CHALLENGING TIMES

At a time of a myriad of challenges facing the oil and gas industry, one of the biggest developments in 2016 is the Court of Queen's Bench decision in Redwater Energy Corporation (Re) (Re Redwater).1 Adding to an already difficult cycle for producers, Re Redwater enables receivers and trustees to renounce any interest in real property (i.e. insolvent estates' uneconomic wells and facilities) and avoid the associated abandonment and reclamation (A&R) obligations. The Alberta Energy Regulator (AER) is left unable to enforce its regulatory scheme or require security deposits in such instances.

BACKGROUND

The case arose out of the insolvency proceedings of Redwater Energy Corporation (Redwater), a publicly-listed junior oil and gas company. Redwater had credit facilities with the Alberta Treasury Branches (ATB) and owed ATB about five million dollars at the commencement of insolvency proceedings in May of 2015. Grant Thornton Limited was appointed receiver and eventual trustee in bankruptcy for the estate of Redwater (the Receiver).

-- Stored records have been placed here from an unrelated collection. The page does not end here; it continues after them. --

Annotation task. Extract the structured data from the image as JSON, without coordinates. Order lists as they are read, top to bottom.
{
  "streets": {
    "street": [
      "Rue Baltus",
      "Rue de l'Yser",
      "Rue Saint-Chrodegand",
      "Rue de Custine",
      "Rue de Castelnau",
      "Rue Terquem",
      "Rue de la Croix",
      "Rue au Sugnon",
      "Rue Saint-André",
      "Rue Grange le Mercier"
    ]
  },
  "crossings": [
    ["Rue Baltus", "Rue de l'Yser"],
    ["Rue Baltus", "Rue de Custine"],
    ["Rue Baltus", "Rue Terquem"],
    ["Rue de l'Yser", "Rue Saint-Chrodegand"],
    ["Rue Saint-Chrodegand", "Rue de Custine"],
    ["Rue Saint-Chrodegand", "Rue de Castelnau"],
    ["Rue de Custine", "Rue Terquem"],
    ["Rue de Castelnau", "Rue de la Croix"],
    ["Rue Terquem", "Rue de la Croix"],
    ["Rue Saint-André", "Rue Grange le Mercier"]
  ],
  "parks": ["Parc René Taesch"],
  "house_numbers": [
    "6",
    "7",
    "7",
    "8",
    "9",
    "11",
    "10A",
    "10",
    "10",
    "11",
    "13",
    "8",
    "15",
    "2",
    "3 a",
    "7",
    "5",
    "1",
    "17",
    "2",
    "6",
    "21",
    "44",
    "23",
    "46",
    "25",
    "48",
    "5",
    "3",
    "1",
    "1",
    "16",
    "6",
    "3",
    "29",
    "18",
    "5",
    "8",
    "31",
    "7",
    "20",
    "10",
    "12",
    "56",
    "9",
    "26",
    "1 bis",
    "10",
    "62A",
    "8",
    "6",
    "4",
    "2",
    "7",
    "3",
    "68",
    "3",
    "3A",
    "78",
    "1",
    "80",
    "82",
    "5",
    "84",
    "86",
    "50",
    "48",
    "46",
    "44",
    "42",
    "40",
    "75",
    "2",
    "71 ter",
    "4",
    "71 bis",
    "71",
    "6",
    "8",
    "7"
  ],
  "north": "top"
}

Following its appointment, the Receiver assessed the economic marketability of Redwater's wells, facilities and pipelines, and renounced any interest in the majority of the assets (the Renounced Assets), pursuant to section 14.06 of the Bankruptcy and Insolvency Act (BIA).2 The Renounced Assets were non-producing and had substantial liabilities related to A&R that outweighed any value associated with them. Section 14.06 is a somewhat awkwardly worded provision in the BIA that allows trustees and receivers to renounce any interest in real property where environmental liability exists.3 The Receiver advised the AER that it or the estate of Redwater had no further obligations pertaining to the Renounced Assets.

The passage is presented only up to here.